Massive fermions without fermion bilinear condensates
Venkitesh Ayyar, Shailesh Chandrasekharan
TL;DR
This work identifies an exotic mechanism of fermion mass generation in a 3D lattice field theory of two staggered fermion flavors with onsite four-fermion interactions and an $SU(4)$ symmetry that forbids bilinear masses. Using a sign-problem-free fermion bag Monte Carlo approach, the authors demonstrate a direct second-order transition between a massless PMW phase and a massive PMS phase without bilinear condensates, suggesting a possible continuum limit. The study connects to lattice Yukawa models and an analogous transition in bilayer honeycomb systems, highlighting a novel, symmetry-protected route to mass generation driven by dynamics rather than spontaneous symmetry breaking.
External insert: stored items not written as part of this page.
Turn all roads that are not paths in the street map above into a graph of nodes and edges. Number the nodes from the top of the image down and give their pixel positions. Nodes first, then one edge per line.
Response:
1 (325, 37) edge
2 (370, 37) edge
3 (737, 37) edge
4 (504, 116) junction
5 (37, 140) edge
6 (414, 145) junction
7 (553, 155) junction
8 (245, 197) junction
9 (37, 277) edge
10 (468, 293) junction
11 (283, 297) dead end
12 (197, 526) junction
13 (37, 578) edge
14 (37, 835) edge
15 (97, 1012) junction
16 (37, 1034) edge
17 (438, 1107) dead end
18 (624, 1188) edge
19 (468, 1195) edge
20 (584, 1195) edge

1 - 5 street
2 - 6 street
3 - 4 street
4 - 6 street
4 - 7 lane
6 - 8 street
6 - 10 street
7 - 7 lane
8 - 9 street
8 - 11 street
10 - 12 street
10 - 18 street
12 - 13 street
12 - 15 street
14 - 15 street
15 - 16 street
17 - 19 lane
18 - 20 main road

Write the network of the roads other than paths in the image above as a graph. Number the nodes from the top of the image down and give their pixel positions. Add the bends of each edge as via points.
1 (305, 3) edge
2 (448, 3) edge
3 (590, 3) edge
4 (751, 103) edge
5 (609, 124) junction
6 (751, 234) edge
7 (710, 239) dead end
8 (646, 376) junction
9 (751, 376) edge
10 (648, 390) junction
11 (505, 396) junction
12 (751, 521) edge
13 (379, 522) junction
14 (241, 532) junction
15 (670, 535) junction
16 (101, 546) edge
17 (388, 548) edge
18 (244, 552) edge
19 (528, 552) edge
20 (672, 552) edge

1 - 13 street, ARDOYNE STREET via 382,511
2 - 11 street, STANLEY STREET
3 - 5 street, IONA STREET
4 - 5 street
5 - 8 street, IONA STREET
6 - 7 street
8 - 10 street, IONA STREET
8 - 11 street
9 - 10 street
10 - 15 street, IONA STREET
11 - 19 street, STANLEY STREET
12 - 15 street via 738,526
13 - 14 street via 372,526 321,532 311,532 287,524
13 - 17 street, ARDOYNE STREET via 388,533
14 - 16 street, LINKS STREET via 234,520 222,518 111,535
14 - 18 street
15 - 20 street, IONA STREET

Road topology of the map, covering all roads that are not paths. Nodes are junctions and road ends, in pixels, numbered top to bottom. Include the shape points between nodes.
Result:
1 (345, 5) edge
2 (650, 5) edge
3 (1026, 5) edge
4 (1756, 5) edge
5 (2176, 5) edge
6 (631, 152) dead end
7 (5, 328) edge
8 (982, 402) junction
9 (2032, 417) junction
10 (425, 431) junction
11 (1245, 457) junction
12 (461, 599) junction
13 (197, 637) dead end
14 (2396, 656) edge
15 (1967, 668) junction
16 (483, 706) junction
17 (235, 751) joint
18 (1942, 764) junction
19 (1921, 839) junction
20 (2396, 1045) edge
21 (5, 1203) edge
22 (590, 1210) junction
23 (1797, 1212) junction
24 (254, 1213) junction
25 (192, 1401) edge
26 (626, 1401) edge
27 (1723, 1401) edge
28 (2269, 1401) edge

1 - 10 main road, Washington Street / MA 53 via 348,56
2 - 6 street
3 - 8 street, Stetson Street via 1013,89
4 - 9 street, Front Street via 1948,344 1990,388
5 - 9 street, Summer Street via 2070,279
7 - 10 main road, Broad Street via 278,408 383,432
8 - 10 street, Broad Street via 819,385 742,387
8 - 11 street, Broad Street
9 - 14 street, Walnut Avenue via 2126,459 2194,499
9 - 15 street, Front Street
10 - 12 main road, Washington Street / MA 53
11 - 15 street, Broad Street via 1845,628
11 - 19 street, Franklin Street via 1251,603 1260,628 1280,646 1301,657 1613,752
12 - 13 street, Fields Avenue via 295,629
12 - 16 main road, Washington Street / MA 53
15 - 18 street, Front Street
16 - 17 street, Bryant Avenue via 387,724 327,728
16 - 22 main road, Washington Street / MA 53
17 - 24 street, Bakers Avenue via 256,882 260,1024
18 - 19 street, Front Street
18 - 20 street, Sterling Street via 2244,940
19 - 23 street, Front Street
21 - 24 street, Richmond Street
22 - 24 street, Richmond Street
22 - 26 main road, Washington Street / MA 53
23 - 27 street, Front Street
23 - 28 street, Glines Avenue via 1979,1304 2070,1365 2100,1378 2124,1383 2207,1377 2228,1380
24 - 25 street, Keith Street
These results motivate further theoretical work to identify the continuum field theory governing the critical point and to explore extensions to higher dimensions and related lattice systems.
Abstract
We study a lattice field theory model containing two flavors of massless staggered fermions with an onsite four-fermion interaction. The model contains a $SU(4)$ symmetry which forbids non-zero fermion bilinear mass terms, due to which there is a massless fermion phase at weak couplings. However, even at strong couplings fermion bilinear condensates do not appear in our model, although fermions do become massive. While the existence of this exotic strongly coupled massive fermion phase was established long ago, the nature of the transition between the massless and the massive phase has remained unclear. Using Monte Carlo calculations in three space-time dimensions, we find evidence for a direct second order transition between the two phases suggesting that the exotic lattice phase may have a continuum limit at least in three dimensions. A similar exotic second order critical point was found recently in a bilayer system on a honeycomb lattice.